Copy out all the records exactly.

╭─ Dataset content

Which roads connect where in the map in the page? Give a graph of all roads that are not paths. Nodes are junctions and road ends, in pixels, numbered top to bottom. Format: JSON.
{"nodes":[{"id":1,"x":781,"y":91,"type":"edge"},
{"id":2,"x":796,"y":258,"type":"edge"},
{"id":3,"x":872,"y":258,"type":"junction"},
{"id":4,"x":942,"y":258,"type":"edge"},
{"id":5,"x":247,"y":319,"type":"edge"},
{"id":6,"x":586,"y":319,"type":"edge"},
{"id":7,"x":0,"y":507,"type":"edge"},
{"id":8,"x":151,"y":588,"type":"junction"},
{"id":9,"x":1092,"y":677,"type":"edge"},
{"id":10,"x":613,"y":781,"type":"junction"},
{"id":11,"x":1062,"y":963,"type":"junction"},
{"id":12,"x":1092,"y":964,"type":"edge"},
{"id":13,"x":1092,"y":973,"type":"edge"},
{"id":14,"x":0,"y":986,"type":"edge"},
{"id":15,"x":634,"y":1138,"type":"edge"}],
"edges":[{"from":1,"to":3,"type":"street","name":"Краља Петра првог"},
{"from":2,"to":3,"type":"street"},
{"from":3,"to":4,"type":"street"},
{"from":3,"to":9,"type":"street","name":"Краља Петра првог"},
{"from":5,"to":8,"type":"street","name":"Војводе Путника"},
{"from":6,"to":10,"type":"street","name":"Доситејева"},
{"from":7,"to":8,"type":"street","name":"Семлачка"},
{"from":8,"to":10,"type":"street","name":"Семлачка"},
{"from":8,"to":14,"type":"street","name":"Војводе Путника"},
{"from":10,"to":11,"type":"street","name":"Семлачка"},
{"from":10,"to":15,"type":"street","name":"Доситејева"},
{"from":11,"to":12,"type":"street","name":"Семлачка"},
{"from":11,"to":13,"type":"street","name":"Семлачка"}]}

╰─

Task solution
Which roads connect where in the map in the page? Give a graph of all roads that are not paths. Nodes are junctions and road ends, in pixels, numbered top to bottom. Format: JSON.
{"nodes":[{"id":1,"x":781,"y":91,"type":"edge"},
{"id":2,"x":796,"y":258,"type":"edge"},
{"id":3,"x":872,"y":258,"type":"junction"},
{"id":4,"x":942,"y":258,"type":"edge"},
{"id":5,"x":247,"y":319,"type":"edge"},
{"id":6,"x":586,"y":319,"type":"edge"},
{"id":7,"x":0,"y":507,"type":"edge"},
{"id":8,"x":151,"y":588,"type":"junction"},
{"id":9,"x":1092,"y":677,"type":"edge"},
{"id":10,"x":613,"y":781,"type":"junction"},
{"id":11,"x":1062,"y":963,"type":"junction"},
{"id":12,"x":1092,"y":964,"type":"edge"},
{"id":13,"x":1092,"y":973,"type":"edge"},
{"id":14,"x":0,"y":986,"type":"edge"},
{"id":15,"x":634,"y":1138,"type":"edge"}],
"edges":[{"from":1,"to":3,"type":"street","name":"Краља Петра првог"},
{"from":2,"to":3,"type":"street"},
{"from":3,"to":4,"type":"street"},
{"from":3,"to":9,"type":"street","name":"Краља Петра првог"},
{"from":5,"to":8,"type":"street","name":"Војводе Путника"},
{"from":6,"to":10,"type":"street","name":"Доситејева"},
{"from":7,"to":8,"type":"street","name":"Семлачка"},
{"from":8,"to":10,"type":"street","name":"Семлачка"},
{"from":8,"to":14,"type":"street","name":"Војводе Путника"},
{"from":10,"to":11,"type":"street","name":"Семлачка"},
{"from":10,"to":15,"type":"street","name":"Доситејева"},
{"from":11,"to":12,"type":"street","name":"Семлачка"},
{"from":11,"to":13,"type":"street","name":"Семлачка"}]}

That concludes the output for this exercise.